= Platform engineering =

Discipline in creating self-service workflows

Platform engineering is a software engineering discipline focused on the development of self-service toolchains, services, and processes to create an internal developer platform (IDP). The shared IDP can be utilized by software development teams, enabling them to innovate.

Platform engineering uses components like configuration management, infrastructure orchestration, and role-based access control to improve reliability. The discipline is associated with DevOps and platform as a service practices.

== Purpose & Impact ==
Platform engineering aims to improve software engineering productivity by creating streamlined toolchains that can be used by developers. It can be used for digital transformation, or to expand CI/CD setups.

According to a panel of experts at PlatformCon 2024, it was stated that building an internal developer platform can improve more than just developer productivity. Platform engineering, which centralizes best practices and components for development teams, is gaining prominence as DevSecOps practices and frameworks become increasingly embedded across organizations. Platform engineering aims to normalize and standardize developer workflows by providing developers with optimized “golden paths” for most of their workloads and flexibility to define exceptions for the rest. Organizations can follow one of two paths when developing a new platform engineering initiative. One option is to build an authentication and visualization layer that sits across multiple point tools — but this does not solve the underlying problems of legacy technology stacks and tooling silos. Therefore, this would likely not be a long-term solution. Alternatively, the organization could implement an internal developer platform (IDP) that reduces the cognitive load on developers by bringing multiple technologies and tools into a single self-service experience.

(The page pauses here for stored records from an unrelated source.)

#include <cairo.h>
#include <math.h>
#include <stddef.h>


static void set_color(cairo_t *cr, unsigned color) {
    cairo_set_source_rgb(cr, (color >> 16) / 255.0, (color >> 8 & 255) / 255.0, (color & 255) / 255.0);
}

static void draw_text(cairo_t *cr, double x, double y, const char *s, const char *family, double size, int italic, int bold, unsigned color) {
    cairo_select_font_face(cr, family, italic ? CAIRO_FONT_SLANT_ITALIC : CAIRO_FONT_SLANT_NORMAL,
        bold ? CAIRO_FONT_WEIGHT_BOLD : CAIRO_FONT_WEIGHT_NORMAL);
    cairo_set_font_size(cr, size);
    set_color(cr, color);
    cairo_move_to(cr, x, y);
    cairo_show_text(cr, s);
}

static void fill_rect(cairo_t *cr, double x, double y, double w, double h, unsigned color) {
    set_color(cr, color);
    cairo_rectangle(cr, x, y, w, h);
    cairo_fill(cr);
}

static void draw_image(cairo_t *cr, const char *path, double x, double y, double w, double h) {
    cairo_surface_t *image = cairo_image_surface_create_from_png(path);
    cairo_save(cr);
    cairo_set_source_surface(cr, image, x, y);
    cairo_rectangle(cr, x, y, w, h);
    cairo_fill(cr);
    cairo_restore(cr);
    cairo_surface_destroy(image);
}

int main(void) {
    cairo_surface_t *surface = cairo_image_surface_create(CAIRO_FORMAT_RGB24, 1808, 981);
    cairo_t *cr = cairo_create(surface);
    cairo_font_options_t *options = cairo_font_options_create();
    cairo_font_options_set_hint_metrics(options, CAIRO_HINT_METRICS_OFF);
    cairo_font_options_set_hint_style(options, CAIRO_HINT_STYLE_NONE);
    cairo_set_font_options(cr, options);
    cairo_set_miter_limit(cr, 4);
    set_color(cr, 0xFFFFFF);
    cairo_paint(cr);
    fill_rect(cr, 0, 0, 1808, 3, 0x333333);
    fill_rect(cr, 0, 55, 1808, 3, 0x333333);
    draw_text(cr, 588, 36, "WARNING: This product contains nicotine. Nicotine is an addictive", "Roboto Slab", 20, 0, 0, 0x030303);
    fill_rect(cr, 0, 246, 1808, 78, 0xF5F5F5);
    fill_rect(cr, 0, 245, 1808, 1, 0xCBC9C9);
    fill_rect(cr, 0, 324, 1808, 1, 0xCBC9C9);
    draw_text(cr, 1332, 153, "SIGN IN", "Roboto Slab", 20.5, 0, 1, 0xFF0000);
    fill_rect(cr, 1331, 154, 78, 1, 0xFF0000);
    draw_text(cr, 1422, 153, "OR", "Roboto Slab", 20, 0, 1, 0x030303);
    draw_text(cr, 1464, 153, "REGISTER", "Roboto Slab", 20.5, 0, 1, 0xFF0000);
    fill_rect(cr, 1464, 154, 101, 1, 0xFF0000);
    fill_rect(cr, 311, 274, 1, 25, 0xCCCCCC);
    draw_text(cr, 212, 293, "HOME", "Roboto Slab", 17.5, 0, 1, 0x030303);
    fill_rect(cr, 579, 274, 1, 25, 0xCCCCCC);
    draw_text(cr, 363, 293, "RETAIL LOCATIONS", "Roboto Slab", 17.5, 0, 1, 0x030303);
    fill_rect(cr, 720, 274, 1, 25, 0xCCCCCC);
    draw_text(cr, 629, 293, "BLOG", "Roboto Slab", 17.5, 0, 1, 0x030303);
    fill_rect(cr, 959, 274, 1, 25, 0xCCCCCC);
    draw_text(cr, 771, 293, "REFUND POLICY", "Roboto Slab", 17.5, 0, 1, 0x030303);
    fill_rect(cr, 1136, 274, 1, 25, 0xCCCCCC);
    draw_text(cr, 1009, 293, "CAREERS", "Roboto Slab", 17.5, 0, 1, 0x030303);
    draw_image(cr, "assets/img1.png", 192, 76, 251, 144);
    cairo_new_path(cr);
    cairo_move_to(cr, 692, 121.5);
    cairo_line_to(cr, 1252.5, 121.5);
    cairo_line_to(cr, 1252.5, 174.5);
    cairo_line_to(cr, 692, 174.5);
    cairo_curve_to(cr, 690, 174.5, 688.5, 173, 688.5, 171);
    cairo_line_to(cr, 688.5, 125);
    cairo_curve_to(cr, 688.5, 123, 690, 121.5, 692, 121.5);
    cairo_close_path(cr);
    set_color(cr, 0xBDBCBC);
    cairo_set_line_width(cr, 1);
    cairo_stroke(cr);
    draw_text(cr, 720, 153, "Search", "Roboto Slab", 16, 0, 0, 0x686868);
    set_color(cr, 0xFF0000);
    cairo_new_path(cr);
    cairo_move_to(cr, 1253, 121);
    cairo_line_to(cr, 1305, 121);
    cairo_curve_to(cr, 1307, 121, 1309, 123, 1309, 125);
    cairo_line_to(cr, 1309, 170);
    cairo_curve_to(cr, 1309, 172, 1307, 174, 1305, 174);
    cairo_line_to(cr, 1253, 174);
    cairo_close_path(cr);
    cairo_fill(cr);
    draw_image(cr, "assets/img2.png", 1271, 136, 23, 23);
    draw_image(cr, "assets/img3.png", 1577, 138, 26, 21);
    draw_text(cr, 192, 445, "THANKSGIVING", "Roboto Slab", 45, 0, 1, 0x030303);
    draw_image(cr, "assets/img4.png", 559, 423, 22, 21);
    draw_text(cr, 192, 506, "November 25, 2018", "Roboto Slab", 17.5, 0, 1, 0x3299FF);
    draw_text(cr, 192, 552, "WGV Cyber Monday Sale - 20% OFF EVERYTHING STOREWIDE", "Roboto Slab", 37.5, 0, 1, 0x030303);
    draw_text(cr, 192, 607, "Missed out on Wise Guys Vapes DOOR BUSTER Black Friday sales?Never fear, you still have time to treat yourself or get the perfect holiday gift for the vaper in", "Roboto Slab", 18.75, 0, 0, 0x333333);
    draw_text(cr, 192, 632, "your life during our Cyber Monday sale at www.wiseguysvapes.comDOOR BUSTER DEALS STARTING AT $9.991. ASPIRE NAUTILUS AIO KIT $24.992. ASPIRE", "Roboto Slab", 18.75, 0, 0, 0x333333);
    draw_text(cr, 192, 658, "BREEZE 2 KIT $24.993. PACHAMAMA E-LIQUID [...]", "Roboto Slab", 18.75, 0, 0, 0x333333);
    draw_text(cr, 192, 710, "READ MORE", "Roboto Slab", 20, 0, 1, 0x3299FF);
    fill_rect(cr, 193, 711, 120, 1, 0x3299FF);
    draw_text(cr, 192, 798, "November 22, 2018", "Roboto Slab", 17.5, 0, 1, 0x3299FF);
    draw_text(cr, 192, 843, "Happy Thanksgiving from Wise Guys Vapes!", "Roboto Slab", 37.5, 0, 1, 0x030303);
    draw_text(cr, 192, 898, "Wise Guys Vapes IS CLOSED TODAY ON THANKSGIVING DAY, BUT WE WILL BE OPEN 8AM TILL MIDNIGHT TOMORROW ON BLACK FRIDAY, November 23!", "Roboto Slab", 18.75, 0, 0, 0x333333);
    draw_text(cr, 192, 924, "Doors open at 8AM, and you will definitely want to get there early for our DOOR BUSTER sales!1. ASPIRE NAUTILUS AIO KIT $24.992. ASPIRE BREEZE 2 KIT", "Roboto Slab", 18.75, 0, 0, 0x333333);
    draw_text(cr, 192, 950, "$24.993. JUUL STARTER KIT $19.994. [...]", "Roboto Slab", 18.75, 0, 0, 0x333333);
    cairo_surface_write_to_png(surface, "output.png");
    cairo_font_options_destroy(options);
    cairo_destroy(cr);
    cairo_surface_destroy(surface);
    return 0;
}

Platform engineering’s benefits include faster time to market, reduced security and compliance risk, and improved developer experience. Establishing a product-oriented culture and setting clear business goals are critical for success in platform engineering. Therefore it can be stated that platform engineering has increased importance wherever businesses strive to do more with less.

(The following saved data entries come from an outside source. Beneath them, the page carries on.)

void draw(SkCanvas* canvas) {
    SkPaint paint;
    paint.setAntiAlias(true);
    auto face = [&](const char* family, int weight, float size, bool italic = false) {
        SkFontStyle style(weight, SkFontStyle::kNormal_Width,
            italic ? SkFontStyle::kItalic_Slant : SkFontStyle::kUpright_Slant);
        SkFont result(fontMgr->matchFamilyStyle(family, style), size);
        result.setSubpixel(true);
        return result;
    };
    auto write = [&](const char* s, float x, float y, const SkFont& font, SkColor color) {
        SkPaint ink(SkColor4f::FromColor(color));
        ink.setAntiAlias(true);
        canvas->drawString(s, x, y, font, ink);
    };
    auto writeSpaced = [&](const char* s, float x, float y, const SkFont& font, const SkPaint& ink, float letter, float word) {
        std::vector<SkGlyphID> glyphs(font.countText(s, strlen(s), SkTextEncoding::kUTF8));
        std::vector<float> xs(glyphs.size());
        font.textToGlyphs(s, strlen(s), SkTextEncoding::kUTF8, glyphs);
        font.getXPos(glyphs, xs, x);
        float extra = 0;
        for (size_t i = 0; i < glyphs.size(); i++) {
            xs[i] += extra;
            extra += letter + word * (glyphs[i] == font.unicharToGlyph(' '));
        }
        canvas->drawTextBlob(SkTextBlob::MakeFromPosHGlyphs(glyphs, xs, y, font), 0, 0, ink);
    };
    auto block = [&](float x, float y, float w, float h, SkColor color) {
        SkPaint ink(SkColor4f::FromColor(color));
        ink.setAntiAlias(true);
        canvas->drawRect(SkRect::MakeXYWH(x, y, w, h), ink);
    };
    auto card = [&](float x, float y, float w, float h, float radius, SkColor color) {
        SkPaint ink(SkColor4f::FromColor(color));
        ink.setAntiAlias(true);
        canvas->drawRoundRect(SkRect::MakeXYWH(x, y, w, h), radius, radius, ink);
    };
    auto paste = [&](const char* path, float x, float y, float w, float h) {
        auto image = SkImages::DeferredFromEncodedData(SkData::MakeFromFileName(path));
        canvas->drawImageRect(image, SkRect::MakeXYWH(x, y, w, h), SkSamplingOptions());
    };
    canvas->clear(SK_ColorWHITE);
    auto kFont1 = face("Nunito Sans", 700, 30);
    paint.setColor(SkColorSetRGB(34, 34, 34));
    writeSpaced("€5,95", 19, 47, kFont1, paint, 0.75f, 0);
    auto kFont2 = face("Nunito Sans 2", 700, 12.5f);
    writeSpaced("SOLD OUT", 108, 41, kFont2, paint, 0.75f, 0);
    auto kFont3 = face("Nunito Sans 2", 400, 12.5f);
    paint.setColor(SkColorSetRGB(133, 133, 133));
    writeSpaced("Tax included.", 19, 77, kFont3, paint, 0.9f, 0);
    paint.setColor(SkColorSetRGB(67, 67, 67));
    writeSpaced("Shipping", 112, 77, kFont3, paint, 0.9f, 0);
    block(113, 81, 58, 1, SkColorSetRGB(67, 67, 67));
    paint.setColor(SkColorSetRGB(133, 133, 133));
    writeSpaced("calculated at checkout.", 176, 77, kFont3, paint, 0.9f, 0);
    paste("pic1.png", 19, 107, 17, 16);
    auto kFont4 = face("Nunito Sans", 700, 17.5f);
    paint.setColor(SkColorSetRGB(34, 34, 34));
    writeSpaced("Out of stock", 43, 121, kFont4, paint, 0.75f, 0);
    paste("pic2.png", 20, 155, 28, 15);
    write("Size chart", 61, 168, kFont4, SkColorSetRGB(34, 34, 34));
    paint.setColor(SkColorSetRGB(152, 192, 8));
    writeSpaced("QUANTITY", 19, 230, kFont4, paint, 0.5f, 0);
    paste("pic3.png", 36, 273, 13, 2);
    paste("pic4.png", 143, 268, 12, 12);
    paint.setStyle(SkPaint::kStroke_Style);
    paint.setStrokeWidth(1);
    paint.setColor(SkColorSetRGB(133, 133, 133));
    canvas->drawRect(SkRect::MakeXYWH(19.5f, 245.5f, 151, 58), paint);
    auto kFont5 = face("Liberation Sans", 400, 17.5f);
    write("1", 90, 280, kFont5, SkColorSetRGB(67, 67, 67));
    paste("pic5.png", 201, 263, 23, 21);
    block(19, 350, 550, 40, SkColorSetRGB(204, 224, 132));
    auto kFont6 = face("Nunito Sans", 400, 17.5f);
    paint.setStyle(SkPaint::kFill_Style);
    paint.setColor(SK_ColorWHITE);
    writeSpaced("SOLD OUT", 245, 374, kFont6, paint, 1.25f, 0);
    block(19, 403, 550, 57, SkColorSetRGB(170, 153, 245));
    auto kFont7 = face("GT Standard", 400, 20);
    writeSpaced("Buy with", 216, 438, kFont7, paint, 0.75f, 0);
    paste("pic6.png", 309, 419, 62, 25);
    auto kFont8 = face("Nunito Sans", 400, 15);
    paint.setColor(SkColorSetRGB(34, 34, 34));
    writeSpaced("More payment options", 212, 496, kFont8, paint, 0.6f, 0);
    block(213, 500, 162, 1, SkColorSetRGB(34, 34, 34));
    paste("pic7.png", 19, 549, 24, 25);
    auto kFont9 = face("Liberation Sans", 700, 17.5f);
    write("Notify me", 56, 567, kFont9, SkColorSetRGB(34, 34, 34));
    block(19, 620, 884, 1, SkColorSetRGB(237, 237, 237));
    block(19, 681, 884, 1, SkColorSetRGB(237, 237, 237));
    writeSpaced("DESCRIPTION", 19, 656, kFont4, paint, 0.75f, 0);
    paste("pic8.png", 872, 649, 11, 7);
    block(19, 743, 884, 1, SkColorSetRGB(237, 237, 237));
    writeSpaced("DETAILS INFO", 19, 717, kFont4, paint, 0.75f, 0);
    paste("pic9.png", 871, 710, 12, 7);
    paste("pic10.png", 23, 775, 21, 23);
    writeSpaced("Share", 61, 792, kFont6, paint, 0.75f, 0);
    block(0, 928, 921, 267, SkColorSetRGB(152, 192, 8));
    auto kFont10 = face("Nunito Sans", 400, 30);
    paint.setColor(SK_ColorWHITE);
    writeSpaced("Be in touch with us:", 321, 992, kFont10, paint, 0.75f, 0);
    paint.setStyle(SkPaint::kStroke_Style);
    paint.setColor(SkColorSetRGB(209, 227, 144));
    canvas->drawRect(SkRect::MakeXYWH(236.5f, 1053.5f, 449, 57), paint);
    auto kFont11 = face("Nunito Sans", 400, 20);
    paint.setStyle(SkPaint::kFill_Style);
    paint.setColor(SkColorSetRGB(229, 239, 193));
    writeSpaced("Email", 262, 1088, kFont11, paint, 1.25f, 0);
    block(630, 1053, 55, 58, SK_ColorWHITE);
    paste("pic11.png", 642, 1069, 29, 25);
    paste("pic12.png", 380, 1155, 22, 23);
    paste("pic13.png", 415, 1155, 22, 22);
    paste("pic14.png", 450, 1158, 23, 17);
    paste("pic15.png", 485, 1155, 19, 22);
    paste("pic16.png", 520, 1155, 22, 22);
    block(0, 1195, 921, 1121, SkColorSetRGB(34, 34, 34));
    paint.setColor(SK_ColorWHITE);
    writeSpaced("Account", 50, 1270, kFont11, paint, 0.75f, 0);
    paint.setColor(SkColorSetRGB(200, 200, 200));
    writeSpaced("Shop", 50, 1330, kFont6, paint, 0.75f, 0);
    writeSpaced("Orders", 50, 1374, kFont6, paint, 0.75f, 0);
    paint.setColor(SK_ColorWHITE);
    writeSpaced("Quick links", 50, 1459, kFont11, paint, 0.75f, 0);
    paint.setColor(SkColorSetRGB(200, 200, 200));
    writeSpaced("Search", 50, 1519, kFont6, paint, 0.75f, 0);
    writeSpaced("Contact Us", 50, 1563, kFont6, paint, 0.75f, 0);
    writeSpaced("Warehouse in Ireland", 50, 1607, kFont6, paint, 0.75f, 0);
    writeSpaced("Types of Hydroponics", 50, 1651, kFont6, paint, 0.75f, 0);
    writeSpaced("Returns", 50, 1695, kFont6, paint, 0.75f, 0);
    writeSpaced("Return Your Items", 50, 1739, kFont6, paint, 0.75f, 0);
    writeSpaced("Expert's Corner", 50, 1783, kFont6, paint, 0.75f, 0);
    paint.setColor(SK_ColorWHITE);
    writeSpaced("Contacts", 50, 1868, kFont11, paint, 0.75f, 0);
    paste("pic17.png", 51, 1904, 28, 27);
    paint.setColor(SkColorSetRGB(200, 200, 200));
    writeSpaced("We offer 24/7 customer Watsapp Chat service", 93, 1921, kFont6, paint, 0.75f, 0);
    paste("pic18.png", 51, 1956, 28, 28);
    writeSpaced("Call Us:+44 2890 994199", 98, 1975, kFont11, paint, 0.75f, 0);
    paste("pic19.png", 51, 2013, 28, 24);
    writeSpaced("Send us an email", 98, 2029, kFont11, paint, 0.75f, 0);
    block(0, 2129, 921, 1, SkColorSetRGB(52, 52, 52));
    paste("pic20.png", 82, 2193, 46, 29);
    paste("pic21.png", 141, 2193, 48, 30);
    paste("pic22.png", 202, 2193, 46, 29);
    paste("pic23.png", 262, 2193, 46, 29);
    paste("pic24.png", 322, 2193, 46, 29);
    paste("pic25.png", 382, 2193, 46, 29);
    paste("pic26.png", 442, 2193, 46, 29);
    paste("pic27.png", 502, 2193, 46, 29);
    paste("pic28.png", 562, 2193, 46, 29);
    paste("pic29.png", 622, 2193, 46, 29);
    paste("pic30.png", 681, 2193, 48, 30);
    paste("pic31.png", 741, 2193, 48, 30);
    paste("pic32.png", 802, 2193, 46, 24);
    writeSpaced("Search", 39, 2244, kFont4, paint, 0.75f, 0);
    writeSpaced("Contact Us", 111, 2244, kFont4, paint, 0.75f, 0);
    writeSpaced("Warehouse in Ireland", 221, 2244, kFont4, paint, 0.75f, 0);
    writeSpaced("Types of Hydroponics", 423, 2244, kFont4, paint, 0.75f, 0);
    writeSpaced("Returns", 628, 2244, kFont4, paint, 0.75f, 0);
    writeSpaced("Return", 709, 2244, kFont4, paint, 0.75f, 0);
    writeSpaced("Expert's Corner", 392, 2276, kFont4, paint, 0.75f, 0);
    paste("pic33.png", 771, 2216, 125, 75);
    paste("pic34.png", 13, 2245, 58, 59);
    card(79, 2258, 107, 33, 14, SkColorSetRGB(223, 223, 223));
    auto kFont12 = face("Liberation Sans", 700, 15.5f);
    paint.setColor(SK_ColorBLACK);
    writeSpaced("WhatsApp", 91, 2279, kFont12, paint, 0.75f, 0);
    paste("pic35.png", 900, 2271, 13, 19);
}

== DevOps vs. SRE vs. Platform Engineering ==
- DevOps serves as the overarching philosophy and set of guiding principles that advocate for collaboration between development and operations teams. It emphasizes automation, continuous integration, and continuous delivery to streamline software development and deployment. While DevOps provides the vision, SRE (Site Reliability Engineering) and Platform Engineering offer concrete methodologies and best practices to implement these principles in a structured manner.
- SRE is primarily concerned with ensuring system reliability, performance, and scalability by applying software engineering principles to IT operations. It focuses on monitoring, incident response, error budgets, and automation to minimize toil. In contrast, Platform Engineering is dedicated to building and maintaining internal developer platforms that abstract infrastructure complexities and enhance developer productivity by providing self-service tools, standardized workflows, and automated deployment pipelines.
- Platform Engineering treats internal developer platforms as a product, applying product management principles to ensure they meet the evolving needs of engineering teams. It focuses on creating and maintaining self-service platforms that provide standardized tools, automated workflows, and infrastructure abstraction. By adopting a platform-as-a-product mindset, platform engineering teams prioritize developer experience, scalability, security, and operational efficiency, ultimately accelerating software delivery across the organization.

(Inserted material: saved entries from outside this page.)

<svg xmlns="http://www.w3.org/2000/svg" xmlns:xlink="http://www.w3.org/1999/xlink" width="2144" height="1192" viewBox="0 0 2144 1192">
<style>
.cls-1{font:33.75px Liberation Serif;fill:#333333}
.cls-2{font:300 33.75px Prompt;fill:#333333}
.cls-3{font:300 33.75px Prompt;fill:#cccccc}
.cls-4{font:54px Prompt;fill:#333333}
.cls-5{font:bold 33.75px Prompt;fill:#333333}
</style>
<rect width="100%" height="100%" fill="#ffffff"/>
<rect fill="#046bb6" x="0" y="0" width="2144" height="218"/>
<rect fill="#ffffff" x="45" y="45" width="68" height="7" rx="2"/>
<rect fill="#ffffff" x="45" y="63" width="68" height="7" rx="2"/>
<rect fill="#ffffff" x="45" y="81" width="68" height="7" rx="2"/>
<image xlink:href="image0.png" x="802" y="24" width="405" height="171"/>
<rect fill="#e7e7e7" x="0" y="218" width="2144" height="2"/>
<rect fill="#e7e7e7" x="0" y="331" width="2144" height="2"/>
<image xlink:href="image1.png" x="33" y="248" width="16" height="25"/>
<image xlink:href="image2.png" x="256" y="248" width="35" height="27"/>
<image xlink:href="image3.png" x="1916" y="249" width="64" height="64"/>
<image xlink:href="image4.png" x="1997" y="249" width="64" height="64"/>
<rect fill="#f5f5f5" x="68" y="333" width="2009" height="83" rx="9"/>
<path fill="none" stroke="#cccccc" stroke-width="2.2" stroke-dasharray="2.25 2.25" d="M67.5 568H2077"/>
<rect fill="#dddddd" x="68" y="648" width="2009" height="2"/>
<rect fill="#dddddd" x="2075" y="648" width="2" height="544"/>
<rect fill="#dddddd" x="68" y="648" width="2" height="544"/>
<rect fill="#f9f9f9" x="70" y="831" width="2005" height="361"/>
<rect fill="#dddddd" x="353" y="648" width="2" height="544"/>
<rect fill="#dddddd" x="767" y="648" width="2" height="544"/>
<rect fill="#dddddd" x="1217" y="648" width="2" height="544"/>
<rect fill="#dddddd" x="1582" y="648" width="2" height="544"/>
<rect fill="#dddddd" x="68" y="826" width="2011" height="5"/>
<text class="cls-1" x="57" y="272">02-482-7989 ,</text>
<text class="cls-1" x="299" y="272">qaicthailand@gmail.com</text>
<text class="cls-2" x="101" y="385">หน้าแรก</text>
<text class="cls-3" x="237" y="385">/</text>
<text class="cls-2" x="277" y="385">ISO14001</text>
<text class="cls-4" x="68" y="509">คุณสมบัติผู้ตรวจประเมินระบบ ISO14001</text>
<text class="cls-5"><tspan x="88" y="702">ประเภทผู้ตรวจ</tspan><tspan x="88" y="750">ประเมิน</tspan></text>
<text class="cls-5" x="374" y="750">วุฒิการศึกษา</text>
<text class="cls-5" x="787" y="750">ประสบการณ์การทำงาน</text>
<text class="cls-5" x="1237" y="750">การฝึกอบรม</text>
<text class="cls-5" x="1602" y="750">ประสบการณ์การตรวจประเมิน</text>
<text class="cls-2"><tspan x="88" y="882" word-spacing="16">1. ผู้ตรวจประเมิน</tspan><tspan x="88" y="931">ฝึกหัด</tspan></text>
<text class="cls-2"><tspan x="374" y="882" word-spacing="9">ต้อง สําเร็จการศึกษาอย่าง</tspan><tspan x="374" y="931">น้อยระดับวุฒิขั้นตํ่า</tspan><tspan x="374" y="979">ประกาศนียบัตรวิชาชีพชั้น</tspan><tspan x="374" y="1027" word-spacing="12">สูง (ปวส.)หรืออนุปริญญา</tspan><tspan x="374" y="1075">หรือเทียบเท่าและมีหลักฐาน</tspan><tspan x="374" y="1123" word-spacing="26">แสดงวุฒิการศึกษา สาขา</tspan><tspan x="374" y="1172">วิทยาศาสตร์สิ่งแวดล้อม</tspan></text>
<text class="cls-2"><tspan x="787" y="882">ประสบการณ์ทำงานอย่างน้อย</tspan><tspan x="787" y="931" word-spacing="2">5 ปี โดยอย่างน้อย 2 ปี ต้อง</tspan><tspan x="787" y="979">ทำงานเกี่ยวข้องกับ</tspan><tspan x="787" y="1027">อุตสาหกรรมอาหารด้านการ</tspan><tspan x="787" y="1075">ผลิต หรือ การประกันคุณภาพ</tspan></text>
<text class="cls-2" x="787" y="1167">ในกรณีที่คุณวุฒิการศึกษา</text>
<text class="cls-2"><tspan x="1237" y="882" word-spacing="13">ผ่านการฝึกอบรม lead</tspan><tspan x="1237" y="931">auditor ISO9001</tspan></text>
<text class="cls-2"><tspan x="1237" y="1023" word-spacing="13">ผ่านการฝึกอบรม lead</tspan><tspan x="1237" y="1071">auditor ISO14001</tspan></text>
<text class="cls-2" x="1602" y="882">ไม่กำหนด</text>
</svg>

== Criticism of Platform Engineering ==

Despite its benefits, platform engineering faces several criticisms. One major concern is the complexity and overhead associated with building and maintaining such platforms. Additionally, creating a one-size-fits-all platform might not address the unique needs of all development teams, leading to inefficiencies and frustration. Siloed teams and a lack of focus on resolving operational issues can also hinder the effectiveness of the platforms created.